Dataset items
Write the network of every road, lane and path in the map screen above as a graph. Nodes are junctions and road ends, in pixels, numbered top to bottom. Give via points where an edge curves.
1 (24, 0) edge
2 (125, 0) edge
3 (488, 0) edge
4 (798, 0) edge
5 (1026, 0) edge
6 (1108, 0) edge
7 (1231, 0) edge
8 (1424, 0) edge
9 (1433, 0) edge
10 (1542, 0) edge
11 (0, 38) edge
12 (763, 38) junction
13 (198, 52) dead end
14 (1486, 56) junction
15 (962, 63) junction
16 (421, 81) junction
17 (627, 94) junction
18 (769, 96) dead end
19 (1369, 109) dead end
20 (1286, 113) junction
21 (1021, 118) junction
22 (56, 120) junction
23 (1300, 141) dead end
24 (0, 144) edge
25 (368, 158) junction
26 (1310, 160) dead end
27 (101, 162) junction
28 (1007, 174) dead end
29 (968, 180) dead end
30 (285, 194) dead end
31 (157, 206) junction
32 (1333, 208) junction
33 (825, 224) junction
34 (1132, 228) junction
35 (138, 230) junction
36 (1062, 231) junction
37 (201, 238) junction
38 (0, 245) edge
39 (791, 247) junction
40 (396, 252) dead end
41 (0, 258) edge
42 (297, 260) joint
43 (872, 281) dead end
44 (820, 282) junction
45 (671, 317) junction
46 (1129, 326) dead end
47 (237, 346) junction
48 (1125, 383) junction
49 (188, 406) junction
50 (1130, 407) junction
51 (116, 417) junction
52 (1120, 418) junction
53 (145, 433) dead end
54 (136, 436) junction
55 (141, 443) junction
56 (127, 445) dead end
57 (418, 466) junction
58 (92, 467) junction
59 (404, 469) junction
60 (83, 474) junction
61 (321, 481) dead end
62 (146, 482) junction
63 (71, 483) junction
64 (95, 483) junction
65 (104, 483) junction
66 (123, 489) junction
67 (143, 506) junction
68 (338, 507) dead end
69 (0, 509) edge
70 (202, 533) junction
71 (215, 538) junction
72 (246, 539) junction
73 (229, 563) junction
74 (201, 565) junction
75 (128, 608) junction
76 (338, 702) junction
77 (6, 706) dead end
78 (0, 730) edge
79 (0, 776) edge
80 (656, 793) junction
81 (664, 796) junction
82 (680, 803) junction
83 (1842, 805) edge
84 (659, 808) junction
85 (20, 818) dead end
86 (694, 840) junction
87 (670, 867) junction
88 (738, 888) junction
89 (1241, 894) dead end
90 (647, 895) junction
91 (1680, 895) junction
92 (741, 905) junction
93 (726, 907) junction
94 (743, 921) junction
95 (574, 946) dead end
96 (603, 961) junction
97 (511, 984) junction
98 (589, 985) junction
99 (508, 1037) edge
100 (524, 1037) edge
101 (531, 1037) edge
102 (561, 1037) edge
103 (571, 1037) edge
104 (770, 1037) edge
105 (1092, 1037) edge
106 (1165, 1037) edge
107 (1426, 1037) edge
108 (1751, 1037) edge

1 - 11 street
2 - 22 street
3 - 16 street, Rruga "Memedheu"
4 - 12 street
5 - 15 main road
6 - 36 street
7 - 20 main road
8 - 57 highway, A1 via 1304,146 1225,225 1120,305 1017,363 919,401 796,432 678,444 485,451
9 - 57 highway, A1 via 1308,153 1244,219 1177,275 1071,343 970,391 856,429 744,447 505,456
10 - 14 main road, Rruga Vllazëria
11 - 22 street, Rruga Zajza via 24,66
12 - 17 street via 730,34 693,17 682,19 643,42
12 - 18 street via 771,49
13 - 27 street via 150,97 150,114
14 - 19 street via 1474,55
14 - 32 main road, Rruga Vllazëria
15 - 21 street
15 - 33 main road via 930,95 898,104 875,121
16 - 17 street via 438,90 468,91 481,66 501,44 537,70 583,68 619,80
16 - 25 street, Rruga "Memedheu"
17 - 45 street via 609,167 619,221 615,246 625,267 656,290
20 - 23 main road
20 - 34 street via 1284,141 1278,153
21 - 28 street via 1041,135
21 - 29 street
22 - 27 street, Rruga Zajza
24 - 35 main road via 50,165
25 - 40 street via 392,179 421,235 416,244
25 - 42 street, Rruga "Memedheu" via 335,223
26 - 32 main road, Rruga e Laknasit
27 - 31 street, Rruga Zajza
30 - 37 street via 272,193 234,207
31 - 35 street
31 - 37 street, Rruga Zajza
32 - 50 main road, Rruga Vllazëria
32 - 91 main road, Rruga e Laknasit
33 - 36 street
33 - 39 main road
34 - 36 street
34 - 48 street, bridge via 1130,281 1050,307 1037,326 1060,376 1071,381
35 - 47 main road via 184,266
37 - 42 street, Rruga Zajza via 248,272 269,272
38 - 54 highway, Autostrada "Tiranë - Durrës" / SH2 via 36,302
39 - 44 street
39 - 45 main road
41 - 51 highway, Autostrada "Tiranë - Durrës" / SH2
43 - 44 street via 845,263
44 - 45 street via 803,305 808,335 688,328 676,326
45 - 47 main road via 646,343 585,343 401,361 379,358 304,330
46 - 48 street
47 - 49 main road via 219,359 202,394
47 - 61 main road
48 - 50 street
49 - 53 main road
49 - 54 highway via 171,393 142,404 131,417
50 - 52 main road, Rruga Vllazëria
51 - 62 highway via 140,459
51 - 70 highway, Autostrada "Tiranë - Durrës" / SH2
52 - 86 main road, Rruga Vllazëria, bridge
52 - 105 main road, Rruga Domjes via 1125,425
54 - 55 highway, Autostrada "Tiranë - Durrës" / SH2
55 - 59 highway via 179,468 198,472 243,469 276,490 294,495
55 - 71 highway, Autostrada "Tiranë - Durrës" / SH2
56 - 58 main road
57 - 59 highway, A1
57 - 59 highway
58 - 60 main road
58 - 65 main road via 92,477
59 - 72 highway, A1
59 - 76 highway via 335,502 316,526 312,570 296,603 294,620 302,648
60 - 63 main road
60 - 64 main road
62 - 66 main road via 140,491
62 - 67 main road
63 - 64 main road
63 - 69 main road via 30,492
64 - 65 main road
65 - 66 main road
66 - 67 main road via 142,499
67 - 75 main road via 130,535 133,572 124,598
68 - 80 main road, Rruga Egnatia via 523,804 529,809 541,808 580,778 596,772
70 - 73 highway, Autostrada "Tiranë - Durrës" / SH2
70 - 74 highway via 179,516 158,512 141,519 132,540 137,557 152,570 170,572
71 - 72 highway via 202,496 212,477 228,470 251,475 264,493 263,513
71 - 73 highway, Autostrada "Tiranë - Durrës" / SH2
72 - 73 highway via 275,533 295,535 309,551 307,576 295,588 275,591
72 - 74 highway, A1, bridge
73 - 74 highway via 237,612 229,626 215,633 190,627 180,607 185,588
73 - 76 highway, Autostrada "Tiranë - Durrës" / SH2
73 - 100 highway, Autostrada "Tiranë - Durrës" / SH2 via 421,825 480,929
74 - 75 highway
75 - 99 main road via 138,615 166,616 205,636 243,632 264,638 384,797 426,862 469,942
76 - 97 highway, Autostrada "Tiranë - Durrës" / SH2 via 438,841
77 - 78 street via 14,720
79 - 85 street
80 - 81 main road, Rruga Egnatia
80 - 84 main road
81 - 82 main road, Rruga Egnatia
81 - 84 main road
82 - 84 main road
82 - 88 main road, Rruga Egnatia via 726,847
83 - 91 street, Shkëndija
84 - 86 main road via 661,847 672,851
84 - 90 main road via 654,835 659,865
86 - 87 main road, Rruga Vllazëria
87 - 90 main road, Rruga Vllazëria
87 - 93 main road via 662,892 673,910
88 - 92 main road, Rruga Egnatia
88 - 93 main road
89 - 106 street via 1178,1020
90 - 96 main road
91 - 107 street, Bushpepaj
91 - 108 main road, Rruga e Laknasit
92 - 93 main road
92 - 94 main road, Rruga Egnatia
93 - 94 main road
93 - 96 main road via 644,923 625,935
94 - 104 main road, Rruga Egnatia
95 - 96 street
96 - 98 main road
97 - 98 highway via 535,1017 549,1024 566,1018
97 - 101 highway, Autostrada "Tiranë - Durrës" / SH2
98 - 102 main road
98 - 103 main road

### WHAT IS REQUIRED:
Track down all lines above with the string "Vllazëria" and copy them.

### REPLY:
10 - 14 main road, Rruga Vllazëria
14 - 32 main road, Rruga Vllazëria
32 - 50 main road, Rruga Vllazëria
50 - 52 main road, Rruga Vllazëria
52 - 86 main road, Rruga Vllazëria, bridge
86 - 87 main road, Rruga Vllazëria
87 - 90 main road, Rruga Vllazëria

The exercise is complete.